» **What needs to be done**
In the entries below, how many lines contain "graph"? Answer with the number and nothing else.

Saved entries
____

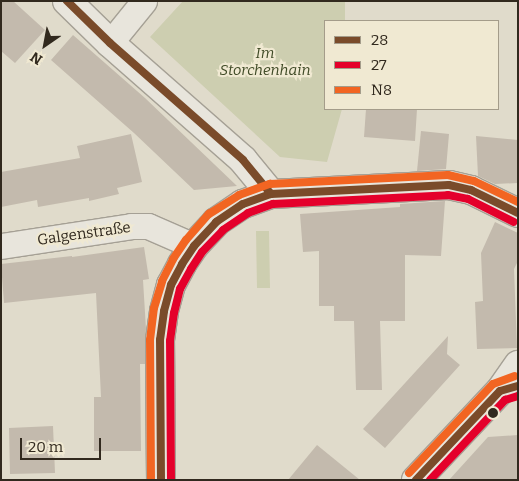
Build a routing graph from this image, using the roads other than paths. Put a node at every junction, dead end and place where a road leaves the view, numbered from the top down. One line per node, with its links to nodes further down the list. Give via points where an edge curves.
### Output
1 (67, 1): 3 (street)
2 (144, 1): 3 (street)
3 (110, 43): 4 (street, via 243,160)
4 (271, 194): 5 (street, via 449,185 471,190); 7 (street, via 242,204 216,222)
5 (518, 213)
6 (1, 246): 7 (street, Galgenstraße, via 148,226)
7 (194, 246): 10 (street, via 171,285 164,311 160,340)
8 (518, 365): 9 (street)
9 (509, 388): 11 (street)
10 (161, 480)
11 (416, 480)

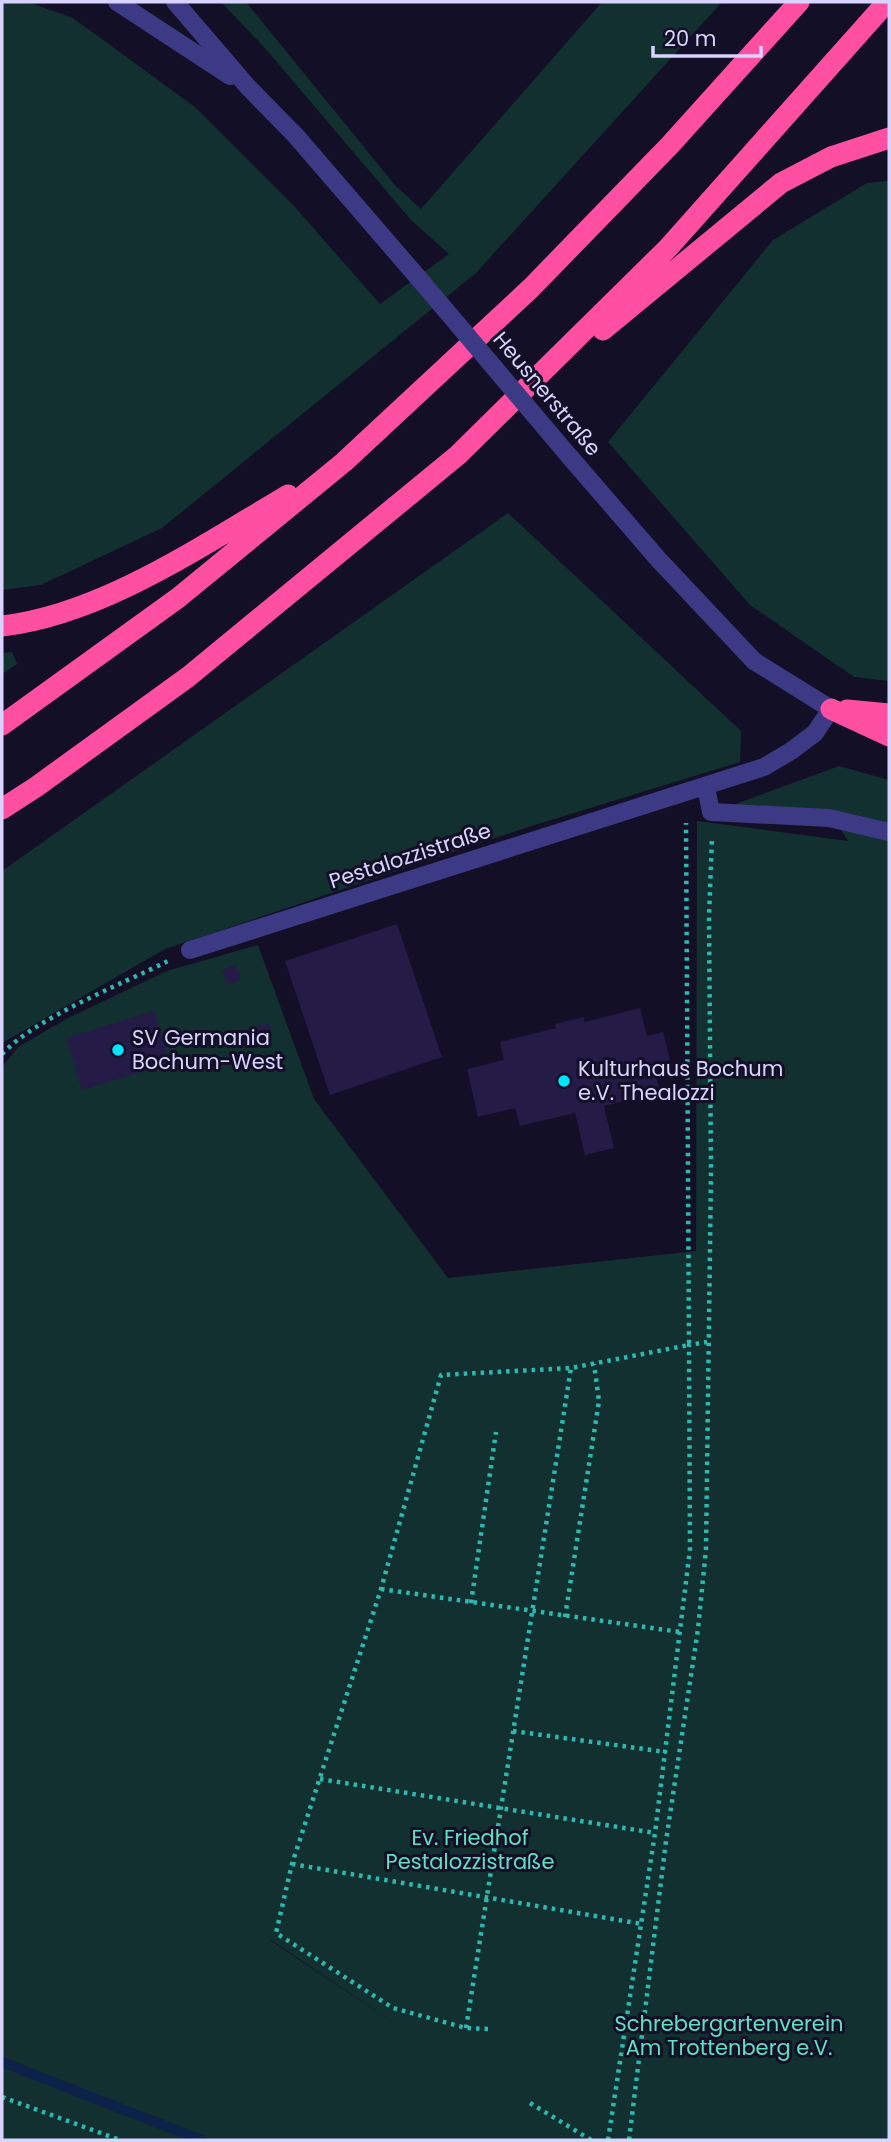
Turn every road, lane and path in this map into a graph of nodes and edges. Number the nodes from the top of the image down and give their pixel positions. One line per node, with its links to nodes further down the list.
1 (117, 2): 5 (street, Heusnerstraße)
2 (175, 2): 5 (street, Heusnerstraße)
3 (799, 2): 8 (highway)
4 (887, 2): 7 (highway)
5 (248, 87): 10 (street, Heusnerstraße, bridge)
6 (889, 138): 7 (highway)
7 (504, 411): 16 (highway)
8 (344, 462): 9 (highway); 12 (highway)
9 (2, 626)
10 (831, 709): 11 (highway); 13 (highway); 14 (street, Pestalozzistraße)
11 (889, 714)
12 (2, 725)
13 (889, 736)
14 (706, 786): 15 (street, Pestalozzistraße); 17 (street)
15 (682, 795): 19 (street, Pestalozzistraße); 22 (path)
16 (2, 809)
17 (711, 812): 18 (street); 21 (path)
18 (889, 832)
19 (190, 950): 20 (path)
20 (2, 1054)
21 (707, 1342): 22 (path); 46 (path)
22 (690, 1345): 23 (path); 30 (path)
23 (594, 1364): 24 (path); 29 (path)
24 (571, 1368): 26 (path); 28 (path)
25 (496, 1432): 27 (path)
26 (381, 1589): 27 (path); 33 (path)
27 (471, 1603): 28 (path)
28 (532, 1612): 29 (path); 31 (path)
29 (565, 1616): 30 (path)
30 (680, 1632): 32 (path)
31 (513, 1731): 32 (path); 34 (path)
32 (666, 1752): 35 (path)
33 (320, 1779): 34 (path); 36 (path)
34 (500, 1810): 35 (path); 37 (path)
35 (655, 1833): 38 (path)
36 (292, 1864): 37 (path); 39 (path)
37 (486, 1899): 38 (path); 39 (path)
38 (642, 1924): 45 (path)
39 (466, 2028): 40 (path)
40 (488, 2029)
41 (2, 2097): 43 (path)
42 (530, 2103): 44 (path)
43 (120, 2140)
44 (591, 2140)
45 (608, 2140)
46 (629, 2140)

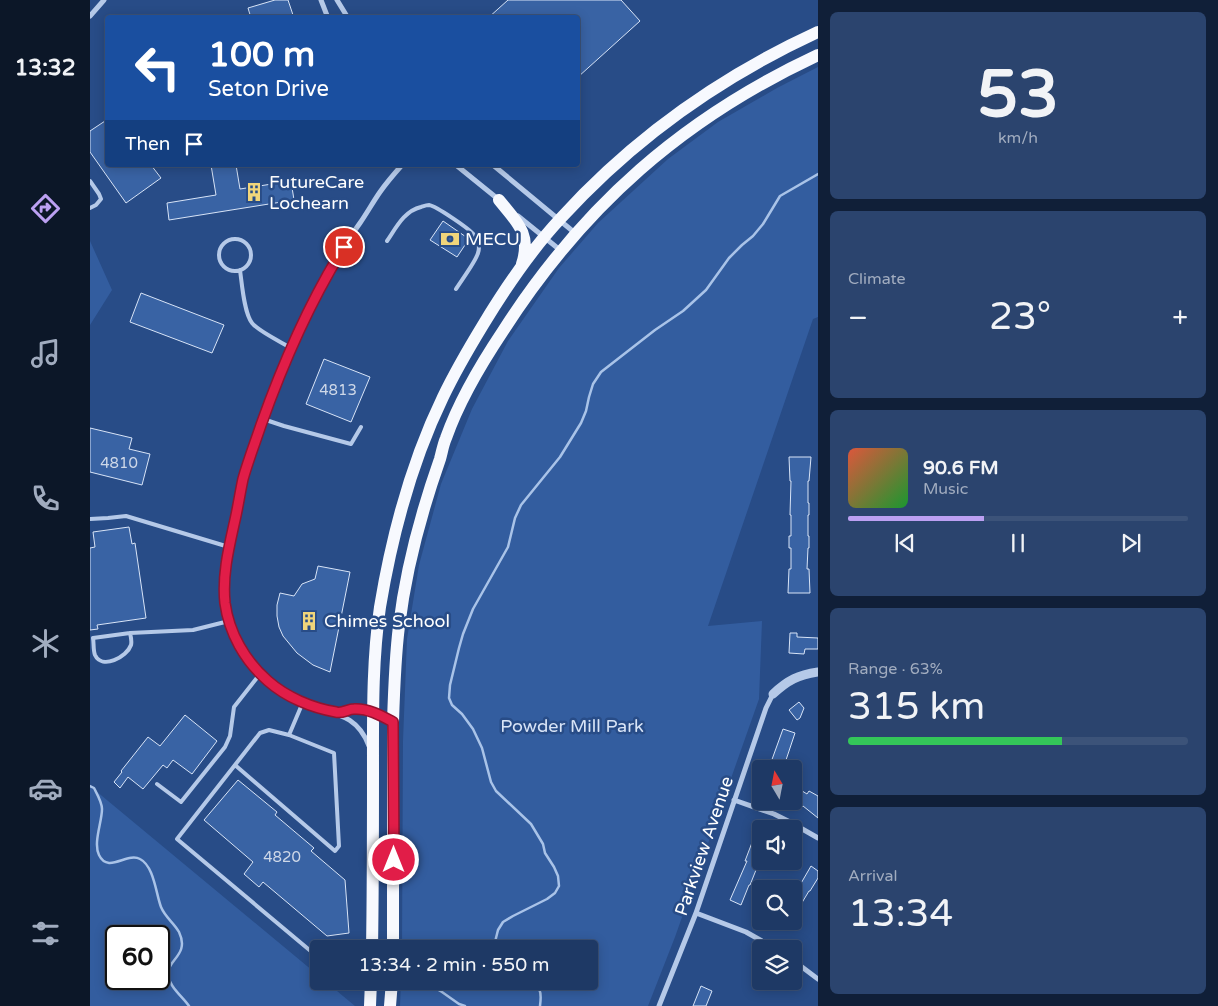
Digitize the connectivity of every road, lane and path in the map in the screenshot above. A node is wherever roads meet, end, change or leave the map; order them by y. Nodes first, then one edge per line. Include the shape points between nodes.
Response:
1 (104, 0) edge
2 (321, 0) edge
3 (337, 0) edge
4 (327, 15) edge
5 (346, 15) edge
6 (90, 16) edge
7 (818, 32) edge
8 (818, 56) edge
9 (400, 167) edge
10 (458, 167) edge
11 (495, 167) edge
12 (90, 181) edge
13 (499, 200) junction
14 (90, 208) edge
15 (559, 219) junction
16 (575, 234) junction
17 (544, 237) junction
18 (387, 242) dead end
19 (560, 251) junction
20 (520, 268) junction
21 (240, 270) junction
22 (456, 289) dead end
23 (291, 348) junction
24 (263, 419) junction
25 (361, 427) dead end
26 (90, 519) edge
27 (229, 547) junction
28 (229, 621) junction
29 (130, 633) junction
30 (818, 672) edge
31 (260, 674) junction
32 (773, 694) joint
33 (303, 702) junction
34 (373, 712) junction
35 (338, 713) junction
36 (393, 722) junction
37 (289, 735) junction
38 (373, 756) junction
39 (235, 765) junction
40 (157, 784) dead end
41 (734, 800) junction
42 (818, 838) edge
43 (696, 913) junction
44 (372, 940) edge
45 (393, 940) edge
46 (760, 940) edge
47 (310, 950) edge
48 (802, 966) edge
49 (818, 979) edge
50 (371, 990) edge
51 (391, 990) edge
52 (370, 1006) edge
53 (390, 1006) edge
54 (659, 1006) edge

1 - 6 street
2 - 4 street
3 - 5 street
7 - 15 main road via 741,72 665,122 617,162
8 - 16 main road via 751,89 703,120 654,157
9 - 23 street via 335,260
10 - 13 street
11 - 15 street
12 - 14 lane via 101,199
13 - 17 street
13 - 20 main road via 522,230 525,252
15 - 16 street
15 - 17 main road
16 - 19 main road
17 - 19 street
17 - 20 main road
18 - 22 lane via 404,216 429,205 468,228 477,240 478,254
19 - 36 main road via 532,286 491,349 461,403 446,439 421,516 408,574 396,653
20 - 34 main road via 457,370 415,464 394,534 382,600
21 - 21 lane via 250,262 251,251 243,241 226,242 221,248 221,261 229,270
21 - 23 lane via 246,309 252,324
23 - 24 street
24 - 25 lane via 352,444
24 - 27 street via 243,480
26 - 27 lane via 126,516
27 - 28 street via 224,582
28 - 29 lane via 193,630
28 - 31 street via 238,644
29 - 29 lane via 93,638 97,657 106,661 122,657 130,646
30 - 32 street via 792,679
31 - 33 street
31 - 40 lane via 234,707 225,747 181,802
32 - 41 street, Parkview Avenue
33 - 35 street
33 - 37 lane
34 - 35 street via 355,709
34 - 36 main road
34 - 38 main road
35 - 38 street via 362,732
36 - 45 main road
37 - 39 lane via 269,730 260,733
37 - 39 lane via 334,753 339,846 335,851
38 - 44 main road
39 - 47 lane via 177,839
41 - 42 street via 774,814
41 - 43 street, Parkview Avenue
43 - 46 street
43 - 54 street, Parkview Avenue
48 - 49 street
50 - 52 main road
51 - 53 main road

____

» **The completed task**
2